6. The norm that allows an employer to oppose the reinstatement of a worker when the former is a microenterprise, or the latter is a director or senior manager, and there are facts and circumstances which mean that the worker’s return would seriously prejudice and disturb the company’s operation. The Court held that this is a restriction which is justified in the name of other constitutionally relevant assets or interests. It is not the employer that decides whether the preconditions for the application of this norm are met; this must be objectively judged by a court, which, if it deems that they are fulfilled, must replace reinstatement with compensation that can amount to double the sum to which the worker would be entitled under normal conditions. What is more, this solution is not applicable in cases in which the unlawfulness of the dismissal is based on political, ideological, ethnic, or religious reasons.
7. Choice of applicable collective agreement – the petitioners contested a norm that allows workers who are not members of any trade union to choose which collective regulatory instruments are to be applied to them, including collective agreements that were negotiated by trade unions to which they thus do not belong. The petitioners argued that such a norm enables people who do not belong to a trade union to take advantage of the latter’s work, thereby promoting the choice not to belong to trade unions and the consequent weakening of the latter and of their bargaining position when they negotiate collective agreements.
The Court held that not only is the norm legitimated by the principle of equality with regard to the general conditions governing work, but that obliging people to join a given trade union would also violate the Constitution.

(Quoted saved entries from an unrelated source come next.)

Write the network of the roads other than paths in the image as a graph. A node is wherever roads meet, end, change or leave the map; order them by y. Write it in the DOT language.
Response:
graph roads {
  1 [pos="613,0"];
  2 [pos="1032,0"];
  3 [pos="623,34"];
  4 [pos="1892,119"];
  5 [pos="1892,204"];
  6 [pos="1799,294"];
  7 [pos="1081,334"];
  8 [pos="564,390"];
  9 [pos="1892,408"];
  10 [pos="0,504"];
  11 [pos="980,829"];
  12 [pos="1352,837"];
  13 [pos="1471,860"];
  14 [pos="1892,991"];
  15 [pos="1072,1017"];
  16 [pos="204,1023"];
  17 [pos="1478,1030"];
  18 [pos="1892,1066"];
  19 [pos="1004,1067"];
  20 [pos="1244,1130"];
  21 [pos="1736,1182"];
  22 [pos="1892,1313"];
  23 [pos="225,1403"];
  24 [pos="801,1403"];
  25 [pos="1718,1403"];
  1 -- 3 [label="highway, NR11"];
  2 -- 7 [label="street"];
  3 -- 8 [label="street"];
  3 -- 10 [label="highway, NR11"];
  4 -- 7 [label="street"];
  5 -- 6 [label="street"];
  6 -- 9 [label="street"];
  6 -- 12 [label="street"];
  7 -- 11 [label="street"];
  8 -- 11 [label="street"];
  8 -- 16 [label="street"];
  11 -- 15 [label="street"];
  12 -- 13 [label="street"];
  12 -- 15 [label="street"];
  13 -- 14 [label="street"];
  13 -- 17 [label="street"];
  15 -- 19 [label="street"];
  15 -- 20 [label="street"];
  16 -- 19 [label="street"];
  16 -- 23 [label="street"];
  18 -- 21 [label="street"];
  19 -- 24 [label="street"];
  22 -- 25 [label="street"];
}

In addition, the Labour Code contains a mechanism designed to ensure that trade unions can safeguard themselves against the possibility that workers who do not belong to a given union can benefit from a collective agreement entered into by that union: collective agreements can themselves stipulate that workers who want to benefit from choosing to be governed by them must pay a certain amount to the trade unions involved, as a contribution towards the costs of the negotiations.
8. Continued effect and lapse of collective agreements – here, the object of the request was a norm that allows a collective agreement to remain in force once it has been denounced, for the time that it takes to negotiate its successor, including conciliation, mediation and voluntary arbitration processes, or for a minimum of 18 months, and, in the event that the negotiations do culminate in a new agreement, for the old one to remain in effect until the new one comes into force.
The petitioners argued that this regime, which does not oblige employers to negotiate new agreements, damages the freedom to form, belong to and operate trade unions.
The Court considered that while it is true that only certain aspects of the status of workers with regard to the labour relationship continue to be valid in such situations, the aspects that do remain (remuneration, category, length of service, and social benefits) constitute the essential core of the status of workers.
The Court thus declared with generally binding force that the norm which permitted an employer to opt not to include an investigative phase in disciplinary proceedings was unconstitutional, and that the other norms before it are not unconstitutional.
The Ruling is the object of 7 dissenting opinions which, however, did not constitute a majority because each of them only targeted parts of the universe of issues.
See Rulings nos. 107/88 (31-05-1988), 581/95 (31-10-1995), 659/97 (4-11-1997), and 306/2003 (25-06-2003).